So, that's all running fine, and thanks to the LOD-levels on 100-150 fps when I dont move.
But the loading/unloading and creating/destruction of chunks seems to take to much time. 3-9 ms currently, and i have to load/unload about 100 or more every frame. That makes the programm freezing a little when you move around, and now I have to get rid of this.

A thing I already got suggested in this Forum are memorypools. I just get me a cupple of raw memory when to programm starts, and then use new(myMemory)chunk(...) to allocate from it. But that appeared to be pretty unhandy to implement due to the method I create the chunks with, and I need to have access to this memory inside of each chunk to allocate the memory the LODlevels need (they delete[] it instantly after the vertexbuffer is set anyway).

So, are there any other ways to improve the performance of new/delete and how can I pass raw memory trough a function properly?
Any ways to increase the draw performance even more can be brought in too.

Feel free to ask for code, if it's needed anywhere.

--gnomgrol

http://imageshack.us/photo/my-images/215/terrainla.png/ Edited by gnomgrol

Do you recreate the vertex buffers every frame also?
You should probably have a static number of vertex buffers always created and then just refill them with new data when a chunk is switched out and another takes its place. How big is the heightmap?
Perhaps you can store all the vertices at least in RAM all the time, and just update vertex buffers when changes occur.
If your heightmap isn't very very large then you can probably even store all the vertices in a vertex-buffer statically, and just use different index buffers to draw different LOD levels to improve performance. If your heightmap is so large that you run out of memory, then look into reusing the same memory for a new chunk instead of reallocating things.

Every frame ? You should reconsider the size of your tiles. It seems to me, that your choosen size is too small compared to your view distance.

memorypools

You should use a cache, i.e. LRU .

Best to load and process the tiles in a separate thread, choose a decent size, not too small or too large and some kind of cache.

You are considering using faster memory allocators (etc.) to solve your problem, when the real issue is actually the concept of what you are doing itself.
Since the FPS is high when you are not moving, we can assume that your terrain system itself is overall fine.

When you move, it drops, and the only thing that happens when you move is that there is deallocation and allocation.
The solution is not to make deallocation and allocation faster, but to simply eliminate them from happening at all.
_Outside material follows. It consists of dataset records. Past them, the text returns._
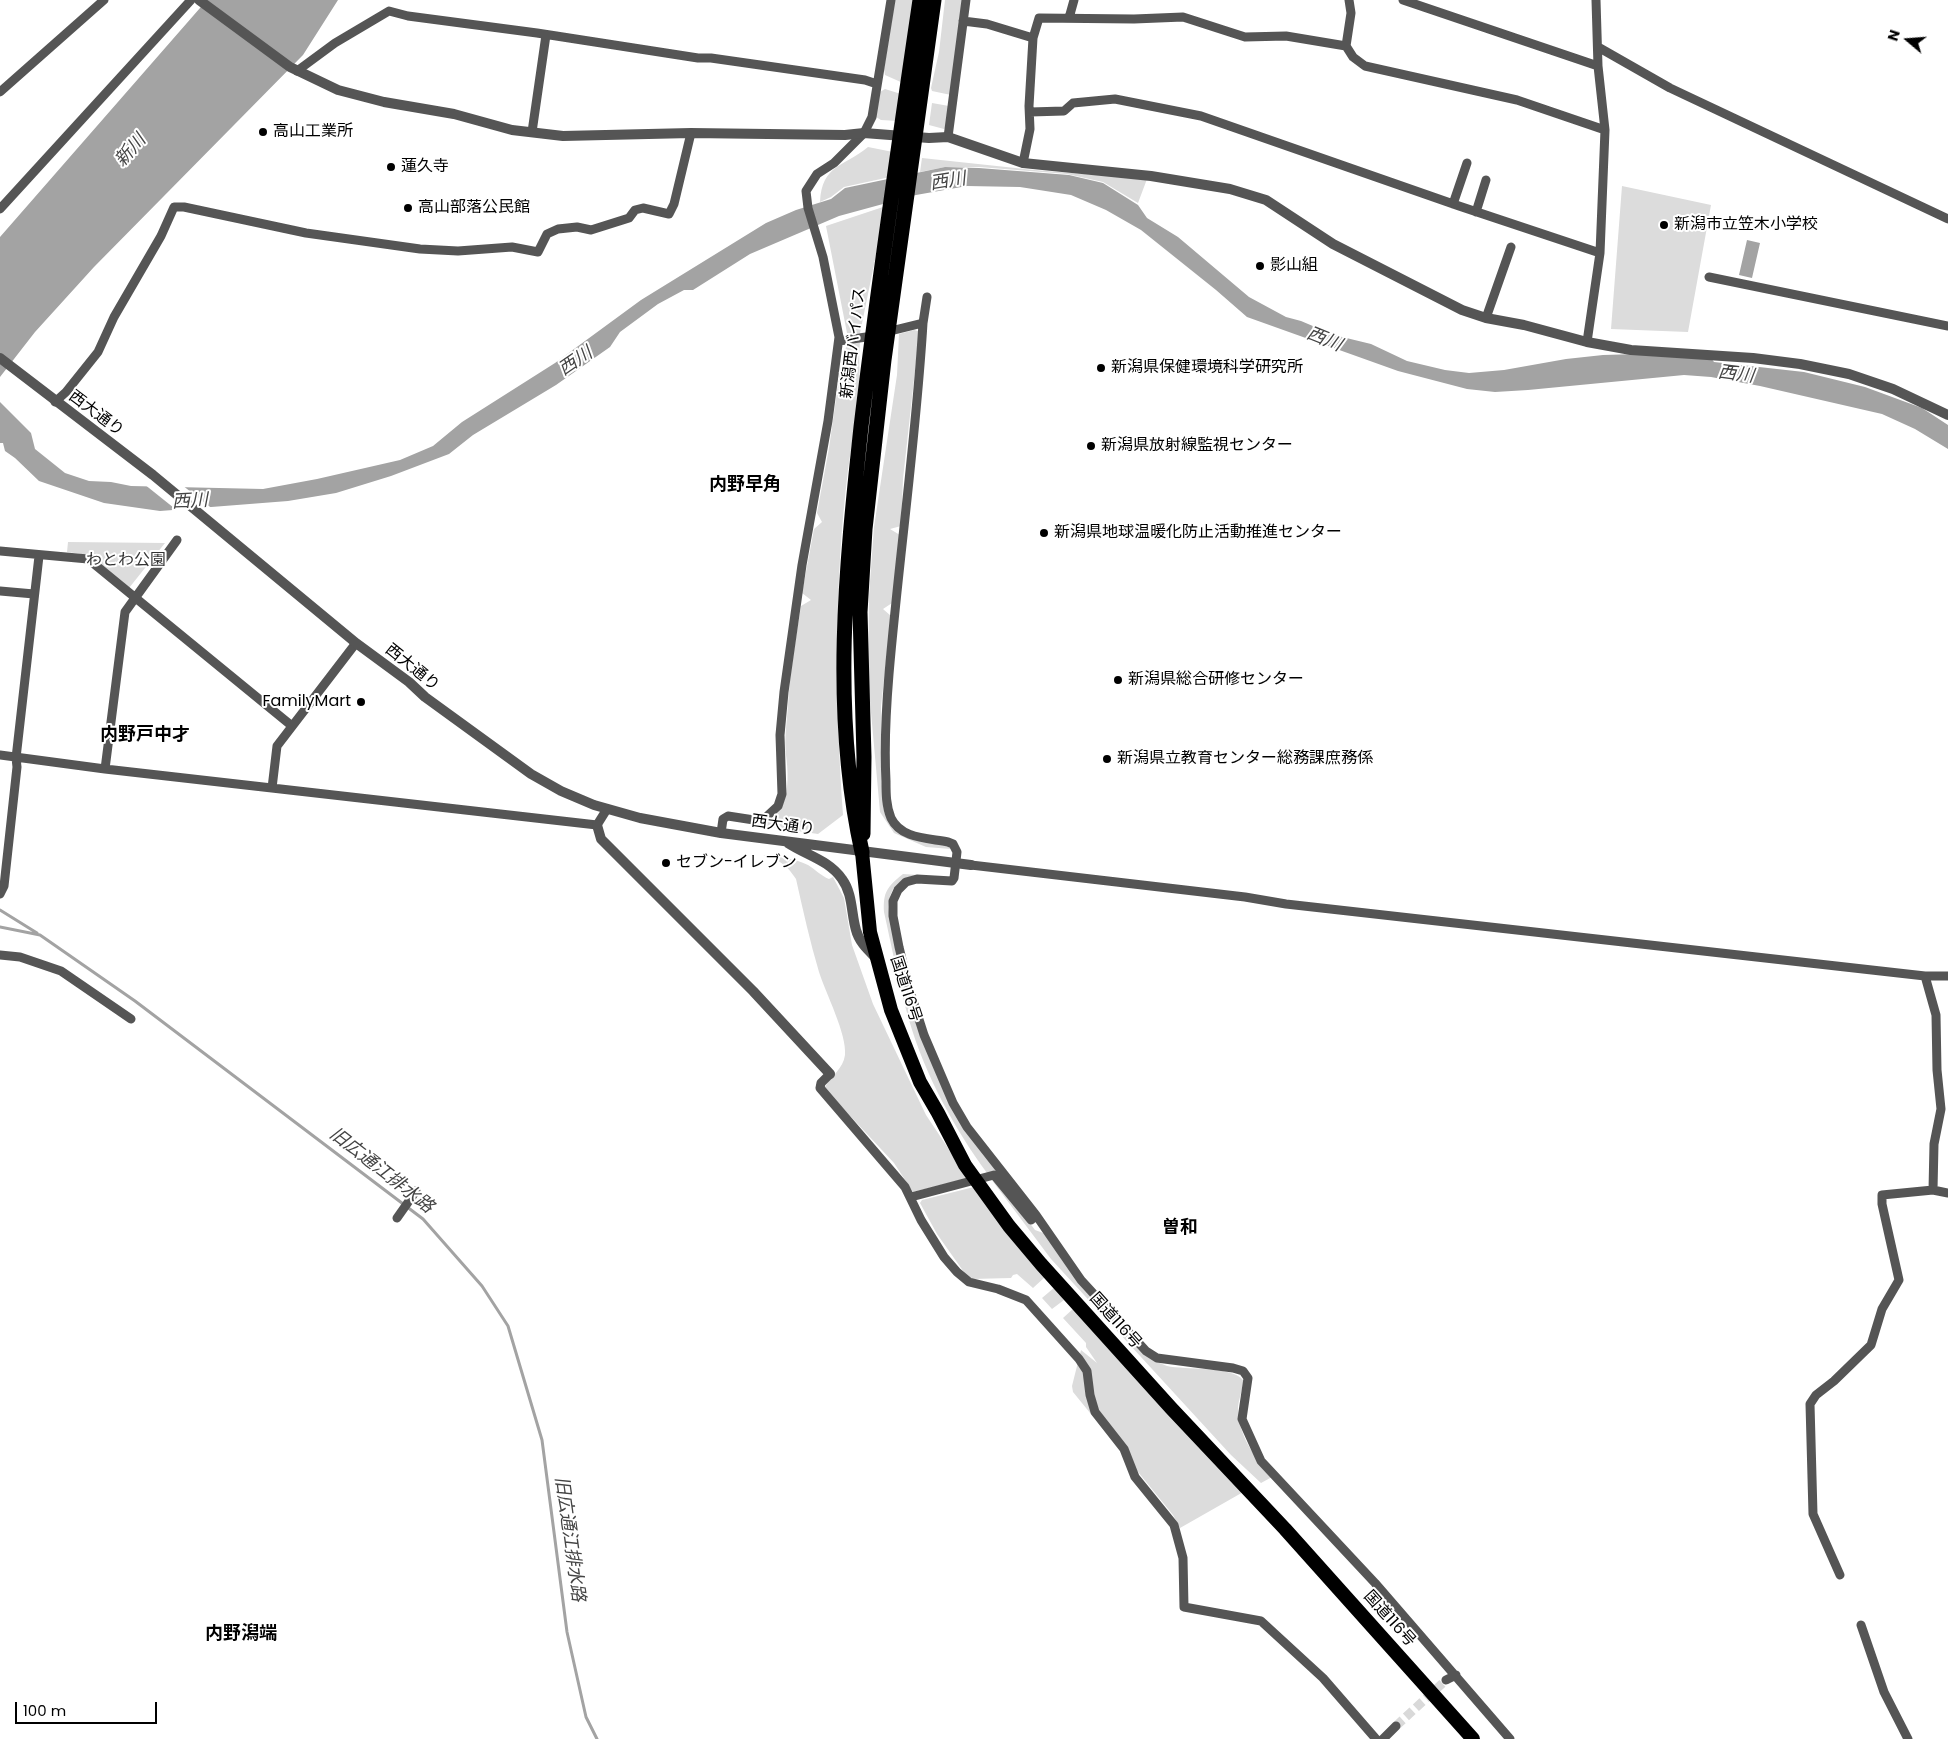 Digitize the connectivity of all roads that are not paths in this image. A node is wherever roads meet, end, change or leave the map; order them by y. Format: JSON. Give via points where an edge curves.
{"nodes":[{"id":1,"x":104,"y":0,"type":"edge"},
{"id":2,"x":191,"y":0,"type":"edge"},
{"id":3,"x":200,"y":0,"type":"edge"},
{"id":4,"x":891,"y":0,"type":"edge"},
{"id":5,"x":920,"y":0,"type":"edge"},
{"id":6,"x":934,"y":0,"type":"edge"},
{"id":7,"x":966,"y":0,"type":"edge"},
{"id":8,"x":1074,"y":0,"type":"edge"},
{"id":9,"x":1349,"y":0,"type":"edge"},
{"id":10,"x":1402,"y":0,"type":"edge"},
{"id":11,"x":1596,"y":0,"type":"edge"},
{"id":12,"x":1069,"y":18,"type":"junction"},
{"id":13,"x":963,"y":21,"type":"junction"},
{"id":14,"x":546,"y":35,"type":"junction"},
{"id":15,"x":1034,"y":38,"type":"junction"},
{"id":16,"x":1346,"y":46,"type":"junction"},
{"id":17,"x":1598,"y":47,"type":"junction"},
{"id":18,"x":1598,"y":66,"type":"junction"},
{"id":19,"x":917,"y":67,"type":"junction"},
{"id":20,"x":294,"y":69,"type":"junction"},
{"id":21,"x":877,"y":84,"type":"junction"},
{"id":22,"x":0,"y":92,"type":"edge"},
{"id":23,"x":1030,"y":112,"type":"junction"},
{"id":24,"x":1605,"y":130,"type":"junction"},
{"id":25,"x":532,"y":132,"type":"junction"},
{"id":26,"x":690,"y":133,"type":"junction"},
{"id":27,"x":864,"y":133,"type":"junction"},
{"id":28,"x":948,"y":137,"type":"junction"},
{"id":29,"x":1467,"y":163,"type":"dead end"},
{"id":30,"x":1023,"y":164,"type":"junction"},
{"id":31,"x":1486,"y":180,"type":"dead end"},
{"id":32,"x":1453,"y":204,"type":"junction"},
{"id":33,"x":0,"y":209,"type":"edge"},
{"id":34,"x":1476,"y":212,"type":"junction"},
{"id":35,"x":1948,"y":220,"type":"edge"},
{"id":36,"x":1511,"y":246,"type":"dead end"},
{"id":37,"x":1600,"y":253,"type":"junction"},
{"id":38,"x":1708,"y":277,"type":"dead end"},
{"id":39,"x":927,"y":297,"type":"dead end"},
{"id":40,"x":1486,"y":318,"type":"junction"},
{"id":41,"x":923,"y":323,"type":"junction"},
{"id":42,"x":1948,"y":326,"type":"edge"},
{"id":43,"x":838,"y":341,"type":"junction"},
{"id":44,"x":1587,"y":342,"type":"junction"},
{"id":45,"x":0,"y":358,"type":"edge"},
{"id":46,"x":55,"y":402,"type":"junction"},
{"id":47,"x":1948,"y":415,"type":"edge"},
{"id":48,"x":177,"y":540,"type":"dead end"},
{"id":49,"x":0,"y":551,"type":"edge"},
{"id":50,"x":40,"y":556,"type":"junction"},
{"id":51,"x":0,"y":591,"type":"edge"},
{"id":52,"x":34,"y":594,"type":"junction"},
{"id":53,"x":135,"y":597,"type":"junction"},
{"id":54,"x":356,"y":643,"type":"junction"},
{"id":55,"x":292,"y":726,"type":"junction"},
{"id":56,"x":0,"y":755,"type":"edge"},
{"id":57,"x":16,"y":758,"type":"junction"},
{"id":58,"x":105,"y":769,"type":"junction"},
{"id":59,"x":272,"y":788,"type":"junction"},
{"id":60,"x":607,"y":808,"type":"junction"},
{"id":61,"x":597,"y":825,"type":"junction"},
{"id":62,"x":721,"y":833,"type":"junction"},
{"id":63,"x":786,"y":842,"type":"junction"},
{"id":64,"x":862,"y":852,"type":"junction"},
{"id":65,"x":957,"y":863,"type":"junction"},
{"id":66,"x":971,"y":865,"type":"joint"},
{"id":67,"x":1,"y":892,"type":"edge"},
{"id":68,"x":0,"y":955,"type":"edge"},
{"id":69,"x":876,"y":958,"type":"junction"},
{"id":70,"x":1925,"y":976,"type":"junction"},
{"id":71,"x":1948,"y":976,"type":"edge"},
{"id":72,"x":131,"y":1019,"type":"dead end"},
{"id":73,"x":830,"y":1074,"type":"joint"},
{"id":74,"x":1933,"y":1190,"type":"junction"},
{"id":75,"x":416,"y":1191,"type":"dead end"},
{"id":76,"x":1948,"y":1193,"type":"edge"},
{"id":77,"x":911,"y":1197,"type":"junction"},
{"id":78,"x":1036,"y":1215,"type":"junction"},
{"id":79,"x":397,"y":1218,"type":"dead end"},
{"id":80,"x":1840,"y":1575,"type":"dead end"},
{"id":81,"x":1861,"y":1625,"type":"dead end"},
{"id":82,"x":1456,"y":1675,"type":"junction"},
{"id":83,"x":1446,"y":1680,"type":"tunnel mouth"},
{"id":84,"x":1396,"y":1726,"type":"tunnel mouth"},
{"id":85,"x":1376,"y":1739,"type":"edge"},
{"id":86,"x":1382,"y":1739,"type":"edge"},
{"id":87,"x":1473,"y":1739,"type":"edge"},
{"id":88,"x":1510,"y":1739,"type":"edge"},
{"id":89,"x":1908,"y":1739,"type":"edge"}],
"edges":[{"from":1,"to":22,"type":"street"},
{"from":2,"to":33,"type":"street"},
{"from":3,"to":20,"type":"street"},
{"from":4,"to":21,"type":"street"},
{"from":5,"to":19,"type":"highway","name":"新潟西バイパス"},
{"from":6,"to":19,"type":"highway","name":"新潟西バイパス"},
{"from":7,"to":13,"type":"street"},
{"from":8,"to":12,"type":"street"},
{"from":9,"to":16,"type":"street","via":[[1351,13]]},
{"from":10,"to":18,"type":"street"},
{"from":11,"to":17,"type":"street"},
{"from":12,"to":15,"type":"street","via":[[1039,18]]},
{"from":12,"to":16,"type":"street","via":[[1184,17],[1245,36],[1286,36]]},
{"from":13,"to":15,"type":"street","via":[[987,24]]},
{"from":13,"to":28,"type":"street"},
{"from":14,"to":20,"type":"street","via":[[389,11]]},
{"from":14,"to":21,"type":"street"},
{"from":14,"to":25,"type":"street"},
{"from":15,"to":23,"type":"street"},
{"from":16,"to":24,"type":"street","via":[[1365,66],[1517,100]]},
{"from":17,"to":18,"type":"street"},
{"from":17,"to":35,"type":"street","via":[[1670,88]]},
{"from":18,"to":24,"type":"street"},
{"from":19,"to":64,"type":"highway","name":"新潟西バイパス","via":[[864,538],[860,612]]},
{"from":19,"to":64,"type":"highway","name":"新潟西バイパス","via":[[868,364],[851,528],[844,693],[852,808]]},
{"from":20,"to":25,"type":"street","via":[[338,90],[374,100]]},
{"from":21,"to":27,"type":"street","via":[[872,117]]},
{"from":23,"to":30,"type":"street"},
{"from":23,"to":32,"type":"street","via":[[1064,111],[1073,103],[1115,99],[1201,116]]},
{"from":24,"to":37,"type":"street"},
{"from":25,"to":26,"type":"street","via":[[546,136]]},
{"from":26,"to":27,"type":"street"},
{"from":26,"to":46,"type":"street","via":[[669,214],[643,208],[635,210],[629,218],[591,230],[577,227],[558,230],[547,234],[538,252],[512,247],[458,251],[420,249],[306,233],[174,207],[98,352]]},
{"from":27,"to":28,"type":"street"},
{"from":27,"to":43,"type":"street","via":[[834,163],[817,174],[806,191],[836,314]]},
{"from":28,"to":30,"type":"street"},
{"from":29,"to":32,"type":"street"},
{"from":30,"to":40,"type":"street","via":[[1150,176],[1230,189],[1266,200],[1333,244],[1462,310]]},
{"from":31,"to":34,"type":"street"},
{"from":32,"to":34,"type":"street"},
{"from":34,"to":37,"type":"street"},
{"from":36,"to":40,"type":"street"},
{"from":37,"to":44,"type":"street"},
{"from":38,"to":42,"type":"street"},
{"from":39,"to":41,"type":"street"},
{"from":40,"to":44,"type":"street"},
{"from":41,"to":43,"type":"street"},
{"from":41,"to":65,"type":"street","via":[[886,711],[887,805],[891,819],[910,836],[953,844]]},
{"from":43,"to":62,"type":"street","via":[[784,692],[780,735],[782,794],[778,806],[764,819],[728,816],[723,819]]},
{"from":44,"to":47,"type":"street","via":[[1631,350],[1754,358],[1839,372],[1893,389]]},
{"from":45,"to":46,"type":"street","name":"西大通り"},
{"from":46,"to":54,"type":"street","name":"西大通り","via":[[158,479]]},
{"from":48,"to":53,"type":"street"},
{"from":49,"to":50,"type":"street"},
{"from":50,"to":52,"type":"street"},
{"from":50,"to":53,"type":"street","via":[[88,559]]},
{"from":51,"to":52,"type":"street"},
{"from":52,"to":57,"type":"street"},
{"from":53,"to":55,"type":"street"},
{"from":53,"to":58,"type":"street","via":[[125,612]]},
{"from":54,"to":55,"type":"street"},
{"from":54,"to":60,"type":"street","name":"西大通り","via":[[409,682],[425,698],[531,774],[574,798]]},
{"from":55,"to":59,"type":"street","via":[[276,746]]},
{"from":56,"to":57,"type":"street"},
{"from":57,"to":58,"type":"street"},
{"from":57,"to":67,"type":"street"},
{"from":58,"to":59,"type":"street"},
{"from":59,"to":61,"type":"street"},
{"from":60,"to":61,"type":"street"},
{"from":60,"to":62,"type":"street","name":"西大通り","via":[[640,818]]},
{"from":61,"to":73,"type":"street","via":[[601,839],[753,991]]},
{"from":62,"to":63,"type":"street","name":"西大通り"},
{"from":63,"to":64,"type":"street","name":"西大通り"},
{"from":63,"to":69,"type":"street","via":[[825,863],[842,878],[856,932]]},
{"from":64,"to":65,"type":"street","name":"西大通り"},
{"from":64,"to":69,"type":"highway","name":"国道116号","via":[[870,932]]},
{"from":65,"to":66,"type":"street","name":"西大通り"},
{"from":65,"to":78,"type":"street","via":[[952,881],[917,879],[906,882],[898,890],[893,901],[893,916],[899,947],[924,1035],[953,1103]]},
{"from":66,"to":70,"type":"street"},
{"from":68,"to":72,"type":"street","via":[[61,971]]},
{"from":69,"to":87,"type":"highway","name":"国道116号","via":[[891,1010],[920,1082],[965,1165],[1008,1226]]},
{"from":70,"to":71,"type":"street"},
{"from":70,"to":74,"type":"street","via":[[1936,1015],[1941,1109],[1934,1144]]},
{"from":73,"to":77,"type":"street","via":[[820,1088]]},
{"from":74,"to":76,"type":"street"},
{"from":74,"to":80,"type":"street","via":[[1882,1195],[1898,1280],[1882,1309],[1871,1345],[1810,1404],[1812,1514]]},
{"from":75,"to":79,"type":"street"},
{"from":77,"to":78,"type":"street","via":[[994,1175],[1030,1220]]},
{"from":77,"to":85,"type":"street","via":[[921,1220],[957,1272],[969,1282],[1026,1300],[1080,1359],[1096,1412],[1124,1450],[1135,1477],[1174,1525],[1183,1558],[1184,1607],[1262,1621],[1323,1678]]},
{"from":78,"to":82,"type":"street","via":[[1080,1280],[1146,1351],[1157,1358],[1242,1371],[1248,1378],[1242,1419],[1261,1462]]},
{"from":81,"to":89,"type":"street","via":[[1884,1692]]},
{"from":82,"to":83,"type":"street"},
{"from":82,"to":88,"type":"street"},
{"from":84,"to":86,"type":"street"}]}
You should be reusing memory as much as possible for starters, but aside from that you should have a system in place that simply does not need that much memory reallocation or at least spread it out over a longer duration. Of course there are some worlds in which there is no possible way to keep everything necessary in memory, but when memory operations are needed they are put on hold until a certain major event happens, not done every frame.

This issue is not about efficiency, it is about planning. You need to reconceptualize what you are doing so that memory allocations are as little a part of your plans as possible.

L. Spiro

@Erik Rufelt
Yes, I'm createing a new one for each chunk. 4096x4096 heightmap right now, but I would like to go bigger.
Refilling seems to be a good idea, I'll see what I can do with it.

@ Ashaman73
chunksize is 65x65 vertices, if I go larger the freezes are getting bigger. I'll look into the cachestuff.
Multithreading appread to be difficult, because I can't use nonstatic stuff in a threadfunction which would be necessary, cause terrain is a own class, as well as chunk.

@ Spiro
So basicly, what you are suggesting is to rework everything so that I don't need to 'new' and 'delete' everytime, reusing memory for me to start with.
Since the terrainclass is controlling and holding the chunks, what I could do would be allocate a 'chunkVerticesNum * maxNumChunks' array at start and then pass a part of it to the chunk to fill. That should work out fine, I'll try as soon as possible.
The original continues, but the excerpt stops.